_Task_:
Lines in the listing below that hold "node" are the ones to copy.

_Source material_:
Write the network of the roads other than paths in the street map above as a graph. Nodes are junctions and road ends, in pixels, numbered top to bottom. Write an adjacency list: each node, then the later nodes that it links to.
* * *
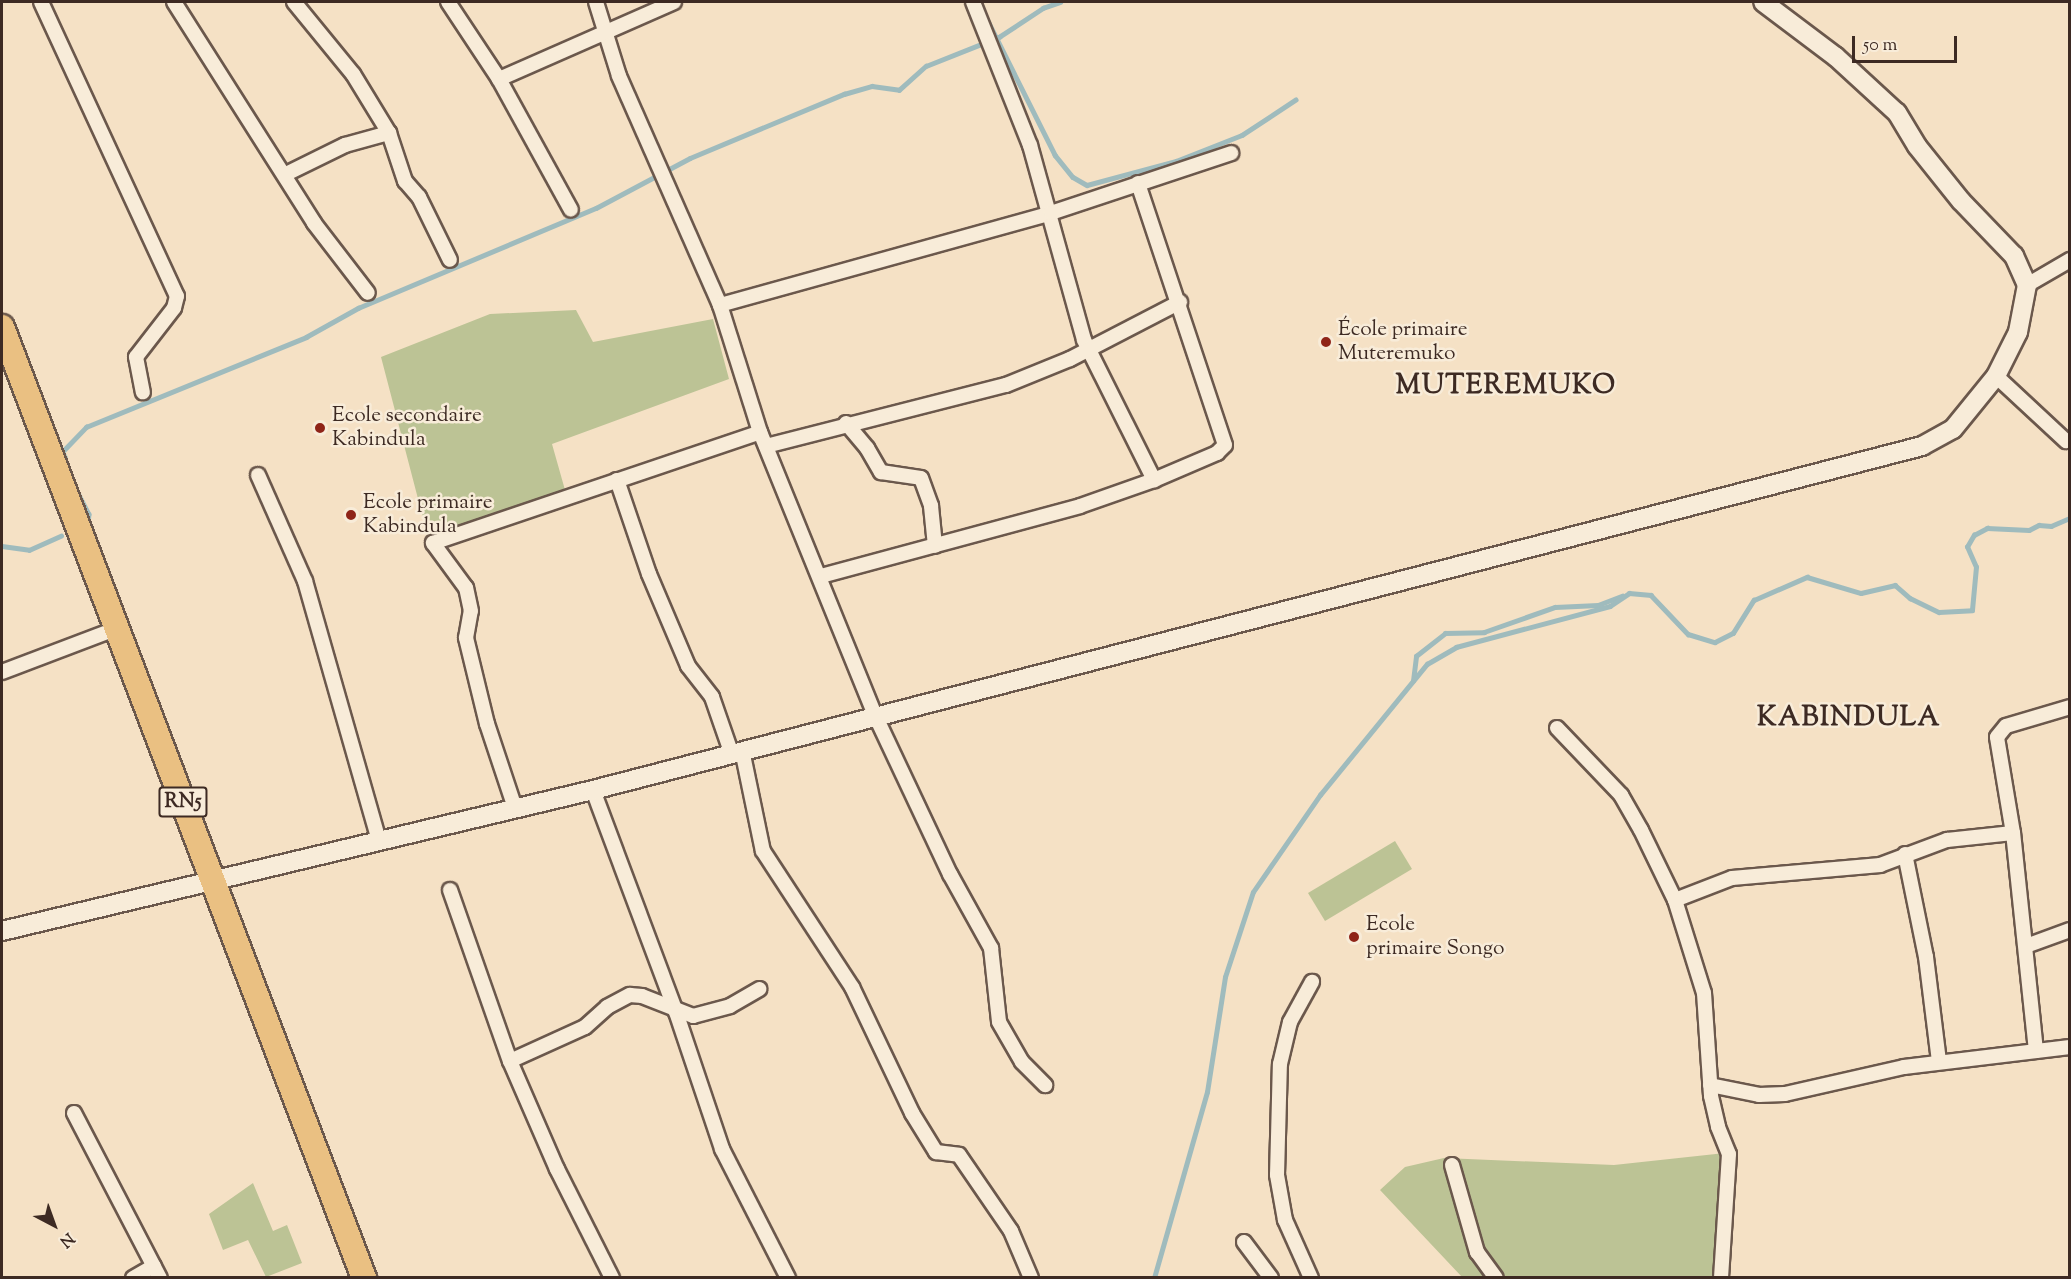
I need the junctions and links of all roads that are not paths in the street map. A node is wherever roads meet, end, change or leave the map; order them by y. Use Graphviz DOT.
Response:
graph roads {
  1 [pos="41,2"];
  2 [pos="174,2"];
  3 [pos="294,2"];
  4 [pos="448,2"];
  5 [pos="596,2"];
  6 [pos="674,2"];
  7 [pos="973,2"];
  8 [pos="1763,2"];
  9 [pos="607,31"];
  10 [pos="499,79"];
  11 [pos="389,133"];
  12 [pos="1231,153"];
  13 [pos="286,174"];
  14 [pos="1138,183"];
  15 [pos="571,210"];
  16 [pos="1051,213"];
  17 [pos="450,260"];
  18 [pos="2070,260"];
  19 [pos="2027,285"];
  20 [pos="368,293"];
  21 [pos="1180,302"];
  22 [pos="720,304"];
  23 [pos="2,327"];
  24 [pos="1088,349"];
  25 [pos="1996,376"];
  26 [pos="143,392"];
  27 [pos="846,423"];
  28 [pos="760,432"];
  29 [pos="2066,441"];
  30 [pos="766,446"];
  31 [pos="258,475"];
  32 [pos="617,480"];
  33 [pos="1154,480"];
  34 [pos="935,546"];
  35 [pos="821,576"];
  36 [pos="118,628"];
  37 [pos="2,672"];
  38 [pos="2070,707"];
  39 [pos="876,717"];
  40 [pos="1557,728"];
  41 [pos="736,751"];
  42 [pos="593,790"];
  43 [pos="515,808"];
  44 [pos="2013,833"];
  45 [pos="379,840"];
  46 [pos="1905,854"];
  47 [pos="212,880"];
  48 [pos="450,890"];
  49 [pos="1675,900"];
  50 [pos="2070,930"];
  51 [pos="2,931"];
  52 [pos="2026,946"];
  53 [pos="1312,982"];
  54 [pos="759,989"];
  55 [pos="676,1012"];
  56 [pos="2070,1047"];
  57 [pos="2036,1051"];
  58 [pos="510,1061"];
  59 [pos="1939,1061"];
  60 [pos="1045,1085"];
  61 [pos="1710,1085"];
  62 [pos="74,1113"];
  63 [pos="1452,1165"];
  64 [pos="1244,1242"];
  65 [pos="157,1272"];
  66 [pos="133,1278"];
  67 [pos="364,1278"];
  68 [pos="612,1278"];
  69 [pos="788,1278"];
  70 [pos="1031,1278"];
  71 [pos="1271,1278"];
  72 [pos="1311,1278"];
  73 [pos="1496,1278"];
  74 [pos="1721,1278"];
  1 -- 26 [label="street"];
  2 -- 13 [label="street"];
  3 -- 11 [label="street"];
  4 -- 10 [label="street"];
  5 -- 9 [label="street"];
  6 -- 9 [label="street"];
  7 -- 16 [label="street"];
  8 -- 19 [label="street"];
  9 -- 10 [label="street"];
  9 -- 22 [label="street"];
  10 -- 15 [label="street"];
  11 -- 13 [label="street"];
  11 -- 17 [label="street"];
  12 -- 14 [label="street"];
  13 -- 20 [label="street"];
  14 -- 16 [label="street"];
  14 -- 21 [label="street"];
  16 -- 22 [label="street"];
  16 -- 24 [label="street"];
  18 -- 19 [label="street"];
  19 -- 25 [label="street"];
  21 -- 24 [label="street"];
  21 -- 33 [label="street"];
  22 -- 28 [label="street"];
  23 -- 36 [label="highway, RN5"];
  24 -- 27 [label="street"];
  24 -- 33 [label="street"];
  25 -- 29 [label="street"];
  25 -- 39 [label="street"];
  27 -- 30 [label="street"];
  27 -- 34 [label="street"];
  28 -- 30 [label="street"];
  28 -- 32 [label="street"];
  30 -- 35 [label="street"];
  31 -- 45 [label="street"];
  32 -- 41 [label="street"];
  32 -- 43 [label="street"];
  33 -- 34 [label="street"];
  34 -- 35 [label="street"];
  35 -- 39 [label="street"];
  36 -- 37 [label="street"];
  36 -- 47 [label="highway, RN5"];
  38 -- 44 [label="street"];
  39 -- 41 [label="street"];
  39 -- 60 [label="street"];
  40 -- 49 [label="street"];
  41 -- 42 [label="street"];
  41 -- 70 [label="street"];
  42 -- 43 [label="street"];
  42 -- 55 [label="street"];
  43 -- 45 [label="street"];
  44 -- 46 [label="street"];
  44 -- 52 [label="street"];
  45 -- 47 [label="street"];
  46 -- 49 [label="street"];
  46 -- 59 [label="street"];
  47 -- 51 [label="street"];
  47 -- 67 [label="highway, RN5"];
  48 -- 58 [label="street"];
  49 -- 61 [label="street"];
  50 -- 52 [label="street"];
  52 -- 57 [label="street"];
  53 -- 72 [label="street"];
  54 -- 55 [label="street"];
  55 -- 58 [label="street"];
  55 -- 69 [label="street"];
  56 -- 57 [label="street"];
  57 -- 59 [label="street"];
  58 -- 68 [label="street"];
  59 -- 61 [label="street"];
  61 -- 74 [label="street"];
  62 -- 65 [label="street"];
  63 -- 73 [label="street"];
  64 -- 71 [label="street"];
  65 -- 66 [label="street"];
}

_Solution to this task_:
Write the network of the roads other than paths in the street map above as a graph. Nodes are junctions and road ends, in pixels, numbered top to bottom. Write an adjacency list: each node, then the later nodes that it links to.
I need the junctions and links of all roads that are not paths in the street map. A node is wherever roads meet, end, change or leave the map; order them by y. Use Graphviz DOT.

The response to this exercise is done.